[What the task asks] Scan the records for lines holding "stroke". Say how many there are and give nothing else.

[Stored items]
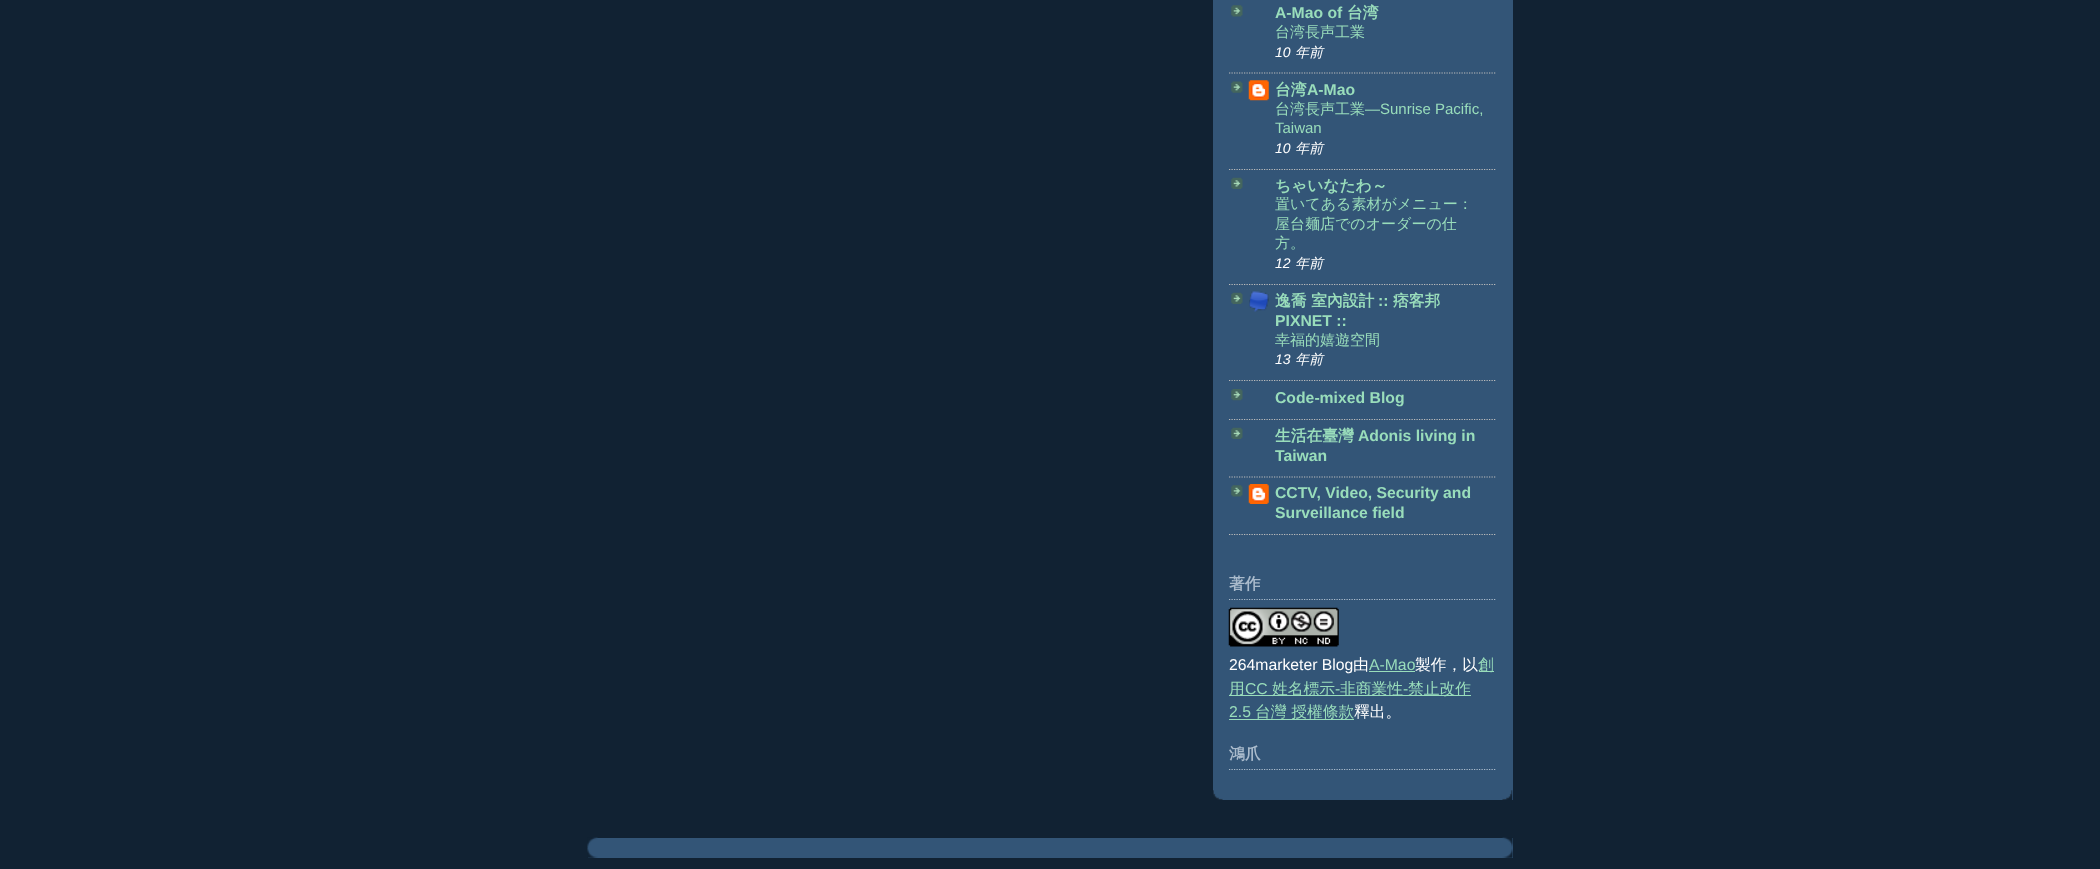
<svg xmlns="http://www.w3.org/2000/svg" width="2100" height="869">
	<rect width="100%" height="100%" fill="#112233" />
	<rect x="1213" y="0" width="300" height="800" fill="#335577" />
	<image x="1213" y="790" width="300" height="10" href="assets/img1.png" />
	<image x="1231" y="5" width="12" height="12" href="assets/img2.png" />
	<path d="M1229 73H1496" fill="none" stroke="#BBBBBB" stroke-width="1.2" stroke-dasharray="1.25 1.25" />
	<text x="1275" y="18" font-family="Liberation Sans" font-size="15.75" font-weight="700" fill="#99DDBB">A-Mao of</text>
	<text x="1347" y="18" font-family="WenQuanYi Zen Hei" font-size="15.75" font-weight="700" fill="#99DDBB">台湾</text>
	<text x="1275" y="37" font-family="WenQuanYi Zen Hei" font-size="15" font-weight="500" fill="#99DDBB">台湾長声工業</text>
	<text x="1275" y="57" font-family="Liberation Sans" font-size="14" font-style="italic" fill="#FFFFFF">10</text>
	<text x="1295" y="57" font-family="WenQuanYi Zen Hei" font-size="14" font-weight="500" font-style="italic" fill="#FFFFFF">年前</text>
	<image x="1231" y="81" width="12" height="12" href="assets/img3.png" />
	<path d="M1229 169.5H1496" fill="none" stroke="#BBBBBB" stroke-width="1.2" stroke-dasharray="1.25 1.25" />
	<image x="1248" y="80" width="21" height="21" href="assets/img4.png" />
	<text x="1275" y="95" font-family="WenQuanYi Zen Hei" font-size="15.75" font-weight="700" fill="#99DDBB">台湾</text>
	<text x="1307" y="95" font-family="Liberation Sans" font-size="15.75" font-weight="700" fill="#99DDBB">A-Mao</text>
	<text x="1275" y="114" font-family="WenQuanYi Zen Hei" font-size="15" font-weight="500" fill="#99DDBB">台湾長声工業</text>
	<g font-family="Liberation Sans" font-size="15" fill="#99DDBB">
		<text x="1365" y="114">—Sunrise Pacific,</text>
		<text x="1275" y="133">Taiwan</text>
	</g>
	<text x="1275" y="153" font-family="Liberation Sans" font-size="14" font-style="italic" fill="#FFFFFF">10</text>
	<text x="1295" y="153" font-family="WenQuanYi Zen Hei" font-size="14" font-weight="500" font-style="italic" fill="#FFFFFF">年前</text>
	<image x="1231" y="177" width="12" height="12" href="assets/img5.png" />
	<path d="M1229 284.5H1496" fill="none" stroke="#BBBBBB" stroke-width="1.2" stroke-dasharray="1.25 1.25" />
	<text x="1275" y="191" font-family="WenQuanYi Zen Hei" font-size="15.75" font-weight="700" fill="#99DDBB">ちゃいなたわ～</text>
	<g font-family="WenQuanYi Zen Hei" font-size="15" font-weight="500" fill="#99DDBB">
		<text x="1275" y="209">置いてある素材がメニュー：</text>
		<text x="1275" y="229">屋台麺店でのオーダーの仕</text>
		<text x="1275" y="248">方。</text>
	</g>
	<text x="1275" y="268" font-family="Liberation Sans" font-size="14" font-style="italic" fill="#FFFFFF">12</text>
	<text x="1295" y="268" font-family="WenQuanYi Zen Hei" font-size="14" font-weight="500" font-style="italic" fill="#FFFFFF">年前</text>
	<image x="1231" y="292" width="12" height="12" href="assets/img5.png" />
	<path d="M1229 380.5H1496" fill="none" stroke="#BBBBBB" stroke-width="1.2" stroke-dasharray="1.25 1.25" />
	<image x="1249" y="291" width="20" height="21" href="assets/img6.png" />
	<text x="1275" y="306" font-family="WenQuanYi Zen Hei" font-size="15.75" font-weight="700" fill="#99DDBB">逸喬 室內設計</text>
	<text x="1378" y="306" font-family="Liberation Sans" font-size="15.75" font-weight="700" fill="#99DDBB">::</text>
	<text x="1393" y="306" font-family="WenQuanYi Zen Hei" font-size="15.75" font-weight="700" fill="#99DDBB">痞客邦</text>
	<text x="1275" y="326" font-family="Liberation Sans" font-size="15.75" font-weight="700" fill="#99DDBB">PIXNET ::</text>
	<text x="1275" y="345" font-family="WenQuanYi Zen Hei" font-size="15" font-weight="500" fill="#99DDBB">幸福的嬉遊空間</text>
	<text x="1275" y="364" font-family="Liberation Sans" font-size="14" font-style="italic" fill="#FFFFFF">13</text>
	<text x="1295" y="364" font-family="WenQuanYi Zen Hei" font-size="14" font-weight="500" font-style="italic" fill="#FFFFFF">年前</text>
	<image x="1231" y="389" width="12" height="12" href="assets/img7.png" />
	<path d="M1229 419.5H1496" fill="none" stroke="#BBBBBB" stroke-width="1.2" stroke-dasharray="1.25 1.25" />
	<text x="1275" y="403" font-family="Liberation Sans" font-size="15.75" font-weight="700" fill="#99DDBB">Code-mixed Blog</text>
	<image x="1231" y="427" width="12" height="12" href="assets/img5.png" />
	<path d="M1229 477H1496" fill="none" stroke="#BBBBBB" stroke-width="1.2" stroke-dasharray="1.25 1.25" />
	<text x="1275" y="441" font-family="WenQuanYi Zen Hei" font-size="15.75" font-weight="700" fill="#99DDBB">生活在臺灣</text>
	<g font-family="Liberation Sans" font-size="15.75" font-weight="700" fill="#99DDBB">
		<text x="1358" y="441">Adonis living in</text>
		<text x="1275" y="461">Taiwan</text>
	</g>
	<image x="1231" y="485" width="12" height="12" href="assets/img2.png" />
	<path d="M1229 534.5H1496" fill="none" stroke="#BBBBBB" stroke-width="1.2" stroke-dasharray="1.25 1.25" />
	<image x="1248" y="484" width="21" height="20" href="assets/img8.png" />
	<g font-family="Liberation Sans" font-size="15.75" font-weight="700" fill="#99DDBB">
		<text x="1275" y="498">CCTV, Video, Security and</text>
		<text x="1275" y="518">Surveillance field</text>
	</g>
	<path d="M1229 599.5H1496" fill="none" stroke="#AABBCC" stroke-width="1.2" stroke-dasharray="1.25 1.25" />
	<text x="1229" y="589" font-family="WenQuanYi Zen Hei" font-size="15.75" font-weight="700" fill="#AABBCC">著作</text>
	<image x="1228" y="607" width="111" height="40" href="assets/img9.png" />
	<text x="1229" y="670" font-family="Liberation Sans" font-size="15.75" fill="#FFFFFF">264marketer Blog</text>
	<text x="1353" y="670" font-family="WenQuanYi Zen Hei" font-size="15.75" font-weight="500" fill="#FFFFFF">由</text>
	<text x="1369" y="670" font-family="Liberation Sans" font-size="15.75" fill="#99DDBB">A-Mao</text>
	<rect x="1369" y="671" width="46" height="1" fill="#99DDBB" />
	<text x="1415" y="670" font-family="WenQuanYi Zen Hei" font-size="15.75" font-weight="500" fill="#FFFFFF">製作，以</text>
	<rect x="1479" y="671" width="15" height="1" fill="#99DDBB" />
	<text x="1478" y="670" font-family="WenQuanYi Zen Hei" font-size="15.75" font-weight="500" fill="#99DDBB">創</text>
	<rect x="1229" y="695" width="242" height="1" fill="#99DDBB" />
	<text x="1229" y="694" font-family="WenQuanYi Zen Hei" font-size="15.75" font-weight="500" fill="#99DDBB">用</text>
	<text x="1245" y="694" font-family="Liberation Sans" font-size="15.75" fill="#99DDBB">CC</text>
	<text x="1272" y="694" font-family="WenQuanYi Zen Hei" font-size="15.75" font-weight="500" fill="#99DDBB">姓名標示</text>
	<text x="1335" y="694" font-family="Liberation Sans" font-size="15.75" fill="#99DDBB">-</text>
	<text x="1340" y="694" font-family="WenQuanYi Zen Hei" font-size="15.75" font-weight="500" fill="#99DDBB">非商業性</text>
	<text x="1403" y="694" font-family="Liberation Sans" font-size="15.75" fill="#99DDBB">-</text>
	<text x="1408" y="694" font-family="WenQuanYi Zen Hei" font-size="15.75" font-weight="500" fill="#99DDBB">禁止改作</text>
	<text x="1229" y="717" font-family="Liberation Sans" font-size="15.75" fill="#99DDBB">2.5</text>
	<rect x="1229" y="719" width="125" height="1" fill="#99DDBB" />
	<text x="1255" y="717" font-family="WenQuanYi Zen Hei" font-size="15.75" font-weight="500" fill="#99DDBB">台灣 授權條款</text>
	<text x="1354" y="717" font-family="WenQuanYi Zen Hei" font-size="15.75" font-weight="500" fill="#FFFFFF">釋出。</text>
	<path d="M1229 769.5H1496" fill="none" stroke="#AABBCC" stroke-width="1.2" stroke-dasharray="1.25 1.25" />
	<text x="1229" y="759" font-family="WenQuanYi Zen Hei" font-size="15.75" font-weight="700" fill="#AABBCC">鴻爪</text>
	<rect x="588" y="838" width="925" height="20" fill="#335577" />
	<image x="587" y="837" width="926" height="11" href="assets/img10.png" />
	<image x="587" y="847" width="926" height="11" href="assets/img11.png" />
</svg>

[Your response] 9